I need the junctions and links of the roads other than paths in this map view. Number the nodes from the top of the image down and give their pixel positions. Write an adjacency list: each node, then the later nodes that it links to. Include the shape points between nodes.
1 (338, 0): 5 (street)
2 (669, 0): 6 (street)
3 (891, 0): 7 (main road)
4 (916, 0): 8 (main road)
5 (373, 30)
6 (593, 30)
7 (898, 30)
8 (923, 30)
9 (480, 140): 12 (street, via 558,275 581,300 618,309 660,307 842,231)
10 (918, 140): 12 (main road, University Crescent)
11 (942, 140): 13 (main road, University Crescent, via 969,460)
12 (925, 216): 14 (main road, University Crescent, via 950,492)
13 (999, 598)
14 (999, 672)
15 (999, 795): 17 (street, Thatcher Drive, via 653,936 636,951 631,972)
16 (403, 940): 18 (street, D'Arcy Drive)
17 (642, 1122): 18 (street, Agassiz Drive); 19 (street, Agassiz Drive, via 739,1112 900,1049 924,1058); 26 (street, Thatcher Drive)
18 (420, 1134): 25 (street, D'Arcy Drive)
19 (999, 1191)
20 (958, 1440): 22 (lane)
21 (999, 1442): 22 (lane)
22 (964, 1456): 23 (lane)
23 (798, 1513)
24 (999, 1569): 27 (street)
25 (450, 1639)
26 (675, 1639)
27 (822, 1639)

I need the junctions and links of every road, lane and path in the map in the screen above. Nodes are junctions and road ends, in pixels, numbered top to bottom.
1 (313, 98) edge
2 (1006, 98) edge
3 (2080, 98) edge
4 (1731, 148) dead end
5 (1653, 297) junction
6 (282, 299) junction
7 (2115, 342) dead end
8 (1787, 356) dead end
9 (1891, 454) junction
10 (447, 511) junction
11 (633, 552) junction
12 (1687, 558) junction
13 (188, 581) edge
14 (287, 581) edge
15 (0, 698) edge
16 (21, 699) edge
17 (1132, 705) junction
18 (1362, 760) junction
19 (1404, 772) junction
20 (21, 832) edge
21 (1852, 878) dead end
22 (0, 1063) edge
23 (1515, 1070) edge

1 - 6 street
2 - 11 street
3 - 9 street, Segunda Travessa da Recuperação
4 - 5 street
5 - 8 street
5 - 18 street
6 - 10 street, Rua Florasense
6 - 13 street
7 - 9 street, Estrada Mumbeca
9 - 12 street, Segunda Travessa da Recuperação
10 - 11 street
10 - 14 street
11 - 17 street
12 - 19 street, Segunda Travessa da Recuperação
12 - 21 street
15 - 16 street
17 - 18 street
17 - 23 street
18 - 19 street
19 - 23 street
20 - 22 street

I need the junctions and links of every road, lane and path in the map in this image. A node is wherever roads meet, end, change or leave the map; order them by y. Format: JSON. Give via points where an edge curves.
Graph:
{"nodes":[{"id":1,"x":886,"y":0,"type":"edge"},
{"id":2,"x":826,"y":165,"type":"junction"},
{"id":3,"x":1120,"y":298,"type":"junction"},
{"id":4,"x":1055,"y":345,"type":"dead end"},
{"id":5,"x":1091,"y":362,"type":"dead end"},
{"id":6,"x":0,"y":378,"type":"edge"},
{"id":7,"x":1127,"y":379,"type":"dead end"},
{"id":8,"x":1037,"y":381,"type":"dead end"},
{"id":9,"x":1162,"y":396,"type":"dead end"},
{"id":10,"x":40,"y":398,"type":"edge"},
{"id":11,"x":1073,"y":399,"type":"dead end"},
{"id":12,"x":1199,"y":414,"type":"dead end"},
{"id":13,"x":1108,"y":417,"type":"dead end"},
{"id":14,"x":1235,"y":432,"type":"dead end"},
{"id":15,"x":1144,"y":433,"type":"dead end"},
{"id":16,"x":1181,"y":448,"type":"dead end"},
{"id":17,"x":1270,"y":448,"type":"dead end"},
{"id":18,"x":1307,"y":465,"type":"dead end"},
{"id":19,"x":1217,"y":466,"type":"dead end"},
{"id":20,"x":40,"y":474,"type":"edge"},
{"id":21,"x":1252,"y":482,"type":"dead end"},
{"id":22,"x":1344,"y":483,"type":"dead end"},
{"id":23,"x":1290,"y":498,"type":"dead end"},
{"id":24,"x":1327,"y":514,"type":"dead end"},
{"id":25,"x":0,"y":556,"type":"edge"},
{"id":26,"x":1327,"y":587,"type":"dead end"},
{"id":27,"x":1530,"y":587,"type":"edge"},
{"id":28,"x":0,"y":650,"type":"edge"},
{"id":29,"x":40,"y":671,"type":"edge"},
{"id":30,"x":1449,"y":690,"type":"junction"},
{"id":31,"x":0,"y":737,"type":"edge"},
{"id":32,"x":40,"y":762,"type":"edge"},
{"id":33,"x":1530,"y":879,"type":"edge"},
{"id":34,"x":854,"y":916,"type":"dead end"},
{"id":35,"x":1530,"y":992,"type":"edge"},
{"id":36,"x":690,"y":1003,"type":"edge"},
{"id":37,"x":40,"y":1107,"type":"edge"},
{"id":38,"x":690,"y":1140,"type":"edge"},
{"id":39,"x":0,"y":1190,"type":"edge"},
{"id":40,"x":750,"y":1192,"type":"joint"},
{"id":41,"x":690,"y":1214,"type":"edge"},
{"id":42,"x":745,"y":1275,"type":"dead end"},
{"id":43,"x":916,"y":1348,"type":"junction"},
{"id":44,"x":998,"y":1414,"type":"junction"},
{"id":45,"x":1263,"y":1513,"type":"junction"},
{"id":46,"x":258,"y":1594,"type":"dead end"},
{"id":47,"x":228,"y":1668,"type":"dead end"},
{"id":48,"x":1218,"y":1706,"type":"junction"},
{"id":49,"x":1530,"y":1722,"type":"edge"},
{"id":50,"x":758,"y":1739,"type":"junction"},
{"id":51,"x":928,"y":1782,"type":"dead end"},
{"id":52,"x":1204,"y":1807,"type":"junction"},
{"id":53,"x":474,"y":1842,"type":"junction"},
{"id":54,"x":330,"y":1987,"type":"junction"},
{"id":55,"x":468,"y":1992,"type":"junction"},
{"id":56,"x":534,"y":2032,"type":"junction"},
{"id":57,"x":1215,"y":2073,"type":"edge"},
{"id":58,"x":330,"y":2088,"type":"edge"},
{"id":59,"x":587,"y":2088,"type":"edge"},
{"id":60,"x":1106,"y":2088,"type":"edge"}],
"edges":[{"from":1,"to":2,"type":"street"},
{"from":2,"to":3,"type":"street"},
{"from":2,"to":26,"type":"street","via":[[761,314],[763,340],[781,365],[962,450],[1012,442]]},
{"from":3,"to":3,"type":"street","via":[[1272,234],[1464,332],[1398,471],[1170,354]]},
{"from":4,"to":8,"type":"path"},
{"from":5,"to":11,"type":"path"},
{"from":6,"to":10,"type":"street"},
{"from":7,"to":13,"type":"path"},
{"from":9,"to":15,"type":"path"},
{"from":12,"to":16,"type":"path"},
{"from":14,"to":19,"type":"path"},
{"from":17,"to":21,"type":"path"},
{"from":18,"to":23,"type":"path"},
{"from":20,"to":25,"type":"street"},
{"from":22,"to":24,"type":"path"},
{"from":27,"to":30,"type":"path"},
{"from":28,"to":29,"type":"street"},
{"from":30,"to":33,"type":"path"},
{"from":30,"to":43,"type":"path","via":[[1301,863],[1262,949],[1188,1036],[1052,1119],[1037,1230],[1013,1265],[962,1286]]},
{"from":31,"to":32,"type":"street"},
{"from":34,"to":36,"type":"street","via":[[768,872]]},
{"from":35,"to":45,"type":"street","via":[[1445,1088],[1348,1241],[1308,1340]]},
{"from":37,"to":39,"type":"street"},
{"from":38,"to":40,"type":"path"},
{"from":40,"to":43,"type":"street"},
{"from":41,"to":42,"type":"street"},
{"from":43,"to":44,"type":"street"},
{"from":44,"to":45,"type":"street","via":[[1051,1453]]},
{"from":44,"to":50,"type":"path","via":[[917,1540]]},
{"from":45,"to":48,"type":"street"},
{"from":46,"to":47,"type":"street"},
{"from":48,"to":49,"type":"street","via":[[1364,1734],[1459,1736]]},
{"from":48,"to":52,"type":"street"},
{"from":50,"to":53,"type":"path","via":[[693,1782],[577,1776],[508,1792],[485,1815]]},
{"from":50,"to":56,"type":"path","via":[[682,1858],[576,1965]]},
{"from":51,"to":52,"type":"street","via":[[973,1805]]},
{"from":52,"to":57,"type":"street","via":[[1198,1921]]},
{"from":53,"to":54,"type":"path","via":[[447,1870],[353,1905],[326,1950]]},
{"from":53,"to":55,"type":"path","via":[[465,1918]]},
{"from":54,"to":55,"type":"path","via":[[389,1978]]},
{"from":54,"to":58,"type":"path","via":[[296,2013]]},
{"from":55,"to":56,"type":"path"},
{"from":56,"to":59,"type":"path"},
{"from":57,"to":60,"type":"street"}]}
☆ ☆ ☆ ☆
Pull out each line of the entries that contains "every".

◆ **Result**
I need the junctions and links of every road, lane and path in the map in the screen above. Nodes are junctions and road ends, in pixels, numbered top to bottom.
I need the junctions and links of every road, lane and path in the map in this image. A node is wherever roads meet, end, change or leave the map; order them by y. Format: JSON. Give via points where an edge curves.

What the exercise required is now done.